- EXERCISE INSTRUCTIONS: Return, from the listing that follows, each line containing the word "Tlou".

Segment Open

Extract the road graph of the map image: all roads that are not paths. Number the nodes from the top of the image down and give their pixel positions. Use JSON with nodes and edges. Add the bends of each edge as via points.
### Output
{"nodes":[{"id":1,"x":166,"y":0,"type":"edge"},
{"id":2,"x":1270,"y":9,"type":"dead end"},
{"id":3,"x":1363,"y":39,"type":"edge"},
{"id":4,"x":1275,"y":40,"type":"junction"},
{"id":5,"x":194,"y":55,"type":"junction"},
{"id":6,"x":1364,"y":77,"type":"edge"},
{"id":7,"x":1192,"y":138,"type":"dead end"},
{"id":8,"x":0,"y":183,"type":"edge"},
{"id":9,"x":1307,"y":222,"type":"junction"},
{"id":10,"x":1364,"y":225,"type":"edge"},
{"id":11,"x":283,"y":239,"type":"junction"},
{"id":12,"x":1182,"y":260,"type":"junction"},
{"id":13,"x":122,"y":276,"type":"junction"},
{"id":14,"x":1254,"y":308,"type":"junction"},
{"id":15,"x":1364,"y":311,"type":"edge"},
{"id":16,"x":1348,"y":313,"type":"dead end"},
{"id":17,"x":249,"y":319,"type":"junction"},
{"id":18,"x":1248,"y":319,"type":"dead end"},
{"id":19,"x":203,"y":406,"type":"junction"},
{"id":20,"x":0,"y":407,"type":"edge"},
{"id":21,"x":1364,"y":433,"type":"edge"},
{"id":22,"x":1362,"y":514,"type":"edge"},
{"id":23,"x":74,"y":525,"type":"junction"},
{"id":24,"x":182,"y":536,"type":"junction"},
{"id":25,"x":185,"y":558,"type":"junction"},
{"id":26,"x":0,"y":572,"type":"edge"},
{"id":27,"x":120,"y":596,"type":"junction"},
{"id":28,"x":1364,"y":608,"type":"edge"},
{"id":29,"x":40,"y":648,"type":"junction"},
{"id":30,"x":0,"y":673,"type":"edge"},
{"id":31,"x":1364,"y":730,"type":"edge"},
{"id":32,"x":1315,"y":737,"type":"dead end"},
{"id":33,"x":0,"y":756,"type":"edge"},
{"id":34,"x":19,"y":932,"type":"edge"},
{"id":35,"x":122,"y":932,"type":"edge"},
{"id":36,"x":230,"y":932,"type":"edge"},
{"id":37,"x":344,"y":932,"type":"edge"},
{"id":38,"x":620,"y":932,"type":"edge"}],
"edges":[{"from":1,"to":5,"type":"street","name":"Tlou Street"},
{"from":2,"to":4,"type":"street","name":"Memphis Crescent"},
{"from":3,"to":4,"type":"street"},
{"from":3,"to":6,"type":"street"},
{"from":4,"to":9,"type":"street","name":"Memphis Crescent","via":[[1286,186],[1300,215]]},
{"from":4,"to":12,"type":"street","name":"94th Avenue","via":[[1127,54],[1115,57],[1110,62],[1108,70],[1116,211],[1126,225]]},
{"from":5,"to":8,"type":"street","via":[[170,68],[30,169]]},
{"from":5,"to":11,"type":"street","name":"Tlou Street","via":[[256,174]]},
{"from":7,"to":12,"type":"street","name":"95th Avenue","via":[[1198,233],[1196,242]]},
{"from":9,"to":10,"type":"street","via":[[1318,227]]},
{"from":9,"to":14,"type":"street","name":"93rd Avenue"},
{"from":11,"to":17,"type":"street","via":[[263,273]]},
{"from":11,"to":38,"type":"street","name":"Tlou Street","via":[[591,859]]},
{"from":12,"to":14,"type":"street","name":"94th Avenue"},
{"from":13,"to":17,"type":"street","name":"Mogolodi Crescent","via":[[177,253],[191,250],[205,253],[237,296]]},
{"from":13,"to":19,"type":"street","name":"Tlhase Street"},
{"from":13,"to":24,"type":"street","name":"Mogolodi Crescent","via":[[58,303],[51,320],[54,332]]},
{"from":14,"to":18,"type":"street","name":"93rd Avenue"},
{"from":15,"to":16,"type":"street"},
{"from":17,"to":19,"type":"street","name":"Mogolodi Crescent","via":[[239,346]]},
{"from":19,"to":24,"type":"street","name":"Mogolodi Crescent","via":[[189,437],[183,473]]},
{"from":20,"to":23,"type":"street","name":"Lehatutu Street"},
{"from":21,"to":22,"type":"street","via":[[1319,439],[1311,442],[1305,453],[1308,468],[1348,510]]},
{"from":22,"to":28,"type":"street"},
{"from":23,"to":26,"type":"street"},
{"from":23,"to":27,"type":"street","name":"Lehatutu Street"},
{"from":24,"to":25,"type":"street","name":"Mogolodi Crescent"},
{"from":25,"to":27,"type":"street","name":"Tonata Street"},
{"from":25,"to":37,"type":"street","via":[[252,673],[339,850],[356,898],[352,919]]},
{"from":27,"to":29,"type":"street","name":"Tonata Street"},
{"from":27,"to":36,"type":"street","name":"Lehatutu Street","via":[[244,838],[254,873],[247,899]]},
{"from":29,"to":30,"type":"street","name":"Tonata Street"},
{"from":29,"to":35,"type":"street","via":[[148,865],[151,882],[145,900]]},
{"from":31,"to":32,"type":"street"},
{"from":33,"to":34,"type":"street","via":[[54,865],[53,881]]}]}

Segment Closed

- COMPLETED EXERCISE:
"edges":[{"from":1,"to":5,"type":"street","name":"Tlou Street"},
{"from":5,"to":11,"type":"street","name":"Tlou Street","via":[[256,174]]},
{"from":11,"to":38,"type":"street","name":"Tlou Street","via":[[591,859]]},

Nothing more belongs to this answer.